I took last Friday off. In my usual mode of efficiency, I booked a meeting with my mother’s boyfriend to give him the goodbye letter I found in her apartment and a journal she was keeping, I booked an appointment at the MS Clinic for some tests, I booked coffee with the eldest niece who is having a tough go of it, I booked a doctor’s appointment to talk about the clumps of my hair that are falling out (my hair dresser estimates I’ve lost about 25% of my hair). I was so pleased with myself for arranging things that I went from clinic to restaurant and then back to clinic. It was a nice, neat and efficient plan. It delighted my organized soul.
I forget. . .
That I am only human and as frail and given to the sadness and feelings of being overwhelmed that you would expect from a woman who has lived my year. I forget that I have been diagnosed with a chronic disease, been through massive changes and a promotion at work, significant changes in my personal life, that my mother died. I forget that I am changed and am still broken. I rely on strength and fortitude that don’t exist any more. I forget that my well is dry, has been dry for a very long time and I cannot do what I used to. I forget that I need to be kind to me. My ability to gut through things is sadly lacking these days.
I forget that people are used to the old me – the one that kept going, even when it seemed like she shouldn’t. When you are the energizer bunny, or at least people see you that way, they forget too.
They forget to ask if you need to talk, they forget to ask how you are doing. They forget, when you tell them about the facts of the thing – that you met with your mother’s boyfriend to hear about the life she lived for the last 3 years – to ask how you are feeling. They forget that a meeting with the MS clinic means confronting the disease, and that a doctor might overwhelm you and frighten you with all the things that could be wrong with you. They forget to ask what you found out and how you are coping with that. They forget, when you are usually so open and transparent, that hard stuff needs a space for revelation, time where you don’t have to organize your thoughts, time where you can lurch from emotion to emotion with no expectation that you will find any form of closure. They forget that when you have a day like that, you don’t need to hear about how strong you are, you need to hear they are strong and you don’t have to be. They forget when you don’t talk beyond the facts, that is when you most need people to ask.

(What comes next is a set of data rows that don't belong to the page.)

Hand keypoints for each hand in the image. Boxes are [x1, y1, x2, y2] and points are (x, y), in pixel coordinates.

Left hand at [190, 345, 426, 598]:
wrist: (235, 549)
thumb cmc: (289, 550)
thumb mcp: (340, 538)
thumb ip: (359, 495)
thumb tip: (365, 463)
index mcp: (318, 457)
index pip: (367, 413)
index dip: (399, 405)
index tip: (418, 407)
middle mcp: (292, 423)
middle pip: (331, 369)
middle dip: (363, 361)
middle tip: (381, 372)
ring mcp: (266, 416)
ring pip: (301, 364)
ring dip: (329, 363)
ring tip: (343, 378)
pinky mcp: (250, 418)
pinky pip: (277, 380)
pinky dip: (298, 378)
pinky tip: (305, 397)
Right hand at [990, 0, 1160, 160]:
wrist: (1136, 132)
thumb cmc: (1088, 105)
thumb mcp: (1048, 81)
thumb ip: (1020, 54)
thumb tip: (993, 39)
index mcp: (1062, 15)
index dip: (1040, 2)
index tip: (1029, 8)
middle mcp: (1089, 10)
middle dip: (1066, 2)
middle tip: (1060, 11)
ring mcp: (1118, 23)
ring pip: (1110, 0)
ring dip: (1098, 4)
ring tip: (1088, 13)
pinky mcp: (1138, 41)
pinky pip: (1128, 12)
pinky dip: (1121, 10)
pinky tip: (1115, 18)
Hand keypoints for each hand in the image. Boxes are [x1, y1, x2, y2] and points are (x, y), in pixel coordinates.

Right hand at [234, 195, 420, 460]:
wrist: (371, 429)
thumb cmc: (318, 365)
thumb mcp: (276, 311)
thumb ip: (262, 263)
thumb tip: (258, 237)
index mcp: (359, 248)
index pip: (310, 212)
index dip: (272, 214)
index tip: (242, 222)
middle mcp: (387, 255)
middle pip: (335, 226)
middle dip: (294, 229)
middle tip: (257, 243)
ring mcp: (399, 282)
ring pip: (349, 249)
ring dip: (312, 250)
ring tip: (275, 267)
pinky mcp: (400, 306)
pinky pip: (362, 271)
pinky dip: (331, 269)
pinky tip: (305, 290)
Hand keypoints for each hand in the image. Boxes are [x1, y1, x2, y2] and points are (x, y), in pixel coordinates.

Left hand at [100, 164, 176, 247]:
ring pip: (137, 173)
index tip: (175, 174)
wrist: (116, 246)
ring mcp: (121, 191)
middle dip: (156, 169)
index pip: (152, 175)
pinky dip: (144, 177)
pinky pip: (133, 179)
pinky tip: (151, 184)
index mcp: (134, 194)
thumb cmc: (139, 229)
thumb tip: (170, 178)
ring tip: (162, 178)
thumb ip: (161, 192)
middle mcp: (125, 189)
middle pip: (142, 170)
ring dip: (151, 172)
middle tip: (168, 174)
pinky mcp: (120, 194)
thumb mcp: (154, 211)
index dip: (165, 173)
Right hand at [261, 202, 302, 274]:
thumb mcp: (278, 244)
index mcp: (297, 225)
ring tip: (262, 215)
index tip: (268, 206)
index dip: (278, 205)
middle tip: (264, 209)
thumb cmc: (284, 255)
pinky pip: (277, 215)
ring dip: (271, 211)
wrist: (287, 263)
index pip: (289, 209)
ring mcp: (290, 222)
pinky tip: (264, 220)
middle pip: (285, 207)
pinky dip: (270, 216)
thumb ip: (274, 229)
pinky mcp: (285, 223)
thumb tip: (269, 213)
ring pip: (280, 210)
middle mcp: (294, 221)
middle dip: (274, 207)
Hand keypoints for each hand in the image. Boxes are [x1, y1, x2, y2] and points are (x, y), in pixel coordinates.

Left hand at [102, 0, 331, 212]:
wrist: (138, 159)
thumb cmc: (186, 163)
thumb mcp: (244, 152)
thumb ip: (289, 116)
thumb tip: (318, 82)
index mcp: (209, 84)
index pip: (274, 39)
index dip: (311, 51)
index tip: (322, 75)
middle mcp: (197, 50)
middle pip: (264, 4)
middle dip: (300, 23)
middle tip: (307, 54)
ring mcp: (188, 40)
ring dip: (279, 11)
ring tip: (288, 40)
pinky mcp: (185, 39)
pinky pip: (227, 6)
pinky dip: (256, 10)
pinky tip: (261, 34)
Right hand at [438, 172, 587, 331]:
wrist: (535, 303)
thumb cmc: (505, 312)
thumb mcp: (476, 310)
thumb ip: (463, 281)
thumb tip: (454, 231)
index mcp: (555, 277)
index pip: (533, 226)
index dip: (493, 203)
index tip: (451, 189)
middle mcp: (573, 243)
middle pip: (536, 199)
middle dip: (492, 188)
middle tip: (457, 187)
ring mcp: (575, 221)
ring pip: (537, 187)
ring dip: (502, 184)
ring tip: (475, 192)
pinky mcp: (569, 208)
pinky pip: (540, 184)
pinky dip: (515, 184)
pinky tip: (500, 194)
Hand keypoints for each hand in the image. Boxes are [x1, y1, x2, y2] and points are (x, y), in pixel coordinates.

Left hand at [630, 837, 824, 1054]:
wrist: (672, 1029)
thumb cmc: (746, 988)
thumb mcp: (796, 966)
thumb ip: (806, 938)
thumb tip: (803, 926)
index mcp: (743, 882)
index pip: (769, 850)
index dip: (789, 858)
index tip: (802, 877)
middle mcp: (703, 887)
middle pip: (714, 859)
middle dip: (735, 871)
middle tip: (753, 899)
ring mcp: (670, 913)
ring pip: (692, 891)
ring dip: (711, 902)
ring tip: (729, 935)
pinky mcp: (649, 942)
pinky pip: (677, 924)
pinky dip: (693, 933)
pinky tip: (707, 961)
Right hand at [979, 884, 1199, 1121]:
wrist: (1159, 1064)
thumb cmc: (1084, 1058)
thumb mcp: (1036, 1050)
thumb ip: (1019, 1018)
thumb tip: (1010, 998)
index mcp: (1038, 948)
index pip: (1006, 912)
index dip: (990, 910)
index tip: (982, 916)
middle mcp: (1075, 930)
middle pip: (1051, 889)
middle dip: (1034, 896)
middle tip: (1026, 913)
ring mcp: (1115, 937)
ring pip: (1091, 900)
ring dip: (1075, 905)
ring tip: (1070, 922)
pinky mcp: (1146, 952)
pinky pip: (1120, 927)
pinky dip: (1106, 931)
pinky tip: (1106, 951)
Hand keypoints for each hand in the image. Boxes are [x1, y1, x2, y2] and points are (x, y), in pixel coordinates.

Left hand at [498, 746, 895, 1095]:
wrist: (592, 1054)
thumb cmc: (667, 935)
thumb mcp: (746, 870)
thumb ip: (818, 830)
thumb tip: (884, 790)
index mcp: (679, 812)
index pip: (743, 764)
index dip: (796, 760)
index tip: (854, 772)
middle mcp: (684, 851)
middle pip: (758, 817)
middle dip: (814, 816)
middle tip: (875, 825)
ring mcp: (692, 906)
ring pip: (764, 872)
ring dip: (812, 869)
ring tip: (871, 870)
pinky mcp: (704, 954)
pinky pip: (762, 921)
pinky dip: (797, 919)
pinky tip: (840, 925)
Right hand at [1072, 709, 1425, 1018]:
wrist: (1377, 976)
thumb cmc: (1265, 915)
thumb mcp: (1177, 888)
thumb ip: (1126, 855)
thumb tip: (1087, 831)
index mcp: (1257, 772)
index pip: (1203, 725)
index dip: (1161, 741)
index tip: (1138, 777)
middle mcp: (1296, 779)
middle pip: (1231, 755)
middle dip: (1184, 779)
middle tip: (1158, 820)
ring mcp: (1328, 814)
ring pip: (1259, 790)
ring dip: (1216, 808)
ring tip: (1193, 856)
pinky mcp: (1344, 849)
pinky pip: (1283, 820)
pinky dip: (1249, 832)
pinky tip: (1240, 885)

I forget too. I forget to advocate for myself. To stand up and say “no, I need to talk about this. I need you to listen to me. I need to verbalize this so that I can let it go.” I forget to ask myself if things might be hard and when I realize that they could be, to space them out. To damn efficiency and just refuse to overwhelm myself. I forget to insist that my own voice be heard, to give myself time alone to adjust and to rebuild. I forget that not everything is words, sometimes it is human voice and not typing on a screen or on a blog platform.
Then it all falls apart, which is exactly what happened last night. I stared at another huge clump of my hair in my hand and I simply fell apart. I pushed too far, too long and gave away too much. I am overwhelmed and hurting and I need some time. I need to go and find those who will listen to me, who will understand that I’m lost and broken and I need a bit of gentleness and mercy.
I need to hear not that I am tough and resilient and that I will be ok; but that I am in fact bruised and battered and that’s ok, because I am loved all the same. I am as much loved for what I am not as what I am.
Mr. Spit is gone this week which is a bit hard, but also good, because I can focus on caring for myself. I can let work coast a bit, withdraw from harder places. I can watch movies and eat popcorn and knit. I can, and have, booked calls and dinners with friends who will listen. I can surround myself with the actual voices of people who care about me, and take comfort and love.
I need to remember, that it’s ok to beat a strategic retreat. It’s ok to withdraw for a bit, to tell people if they want to come in after me, in a non digital means, then please do. I’ll be back digitally in a bit, when I have found myself in the real world.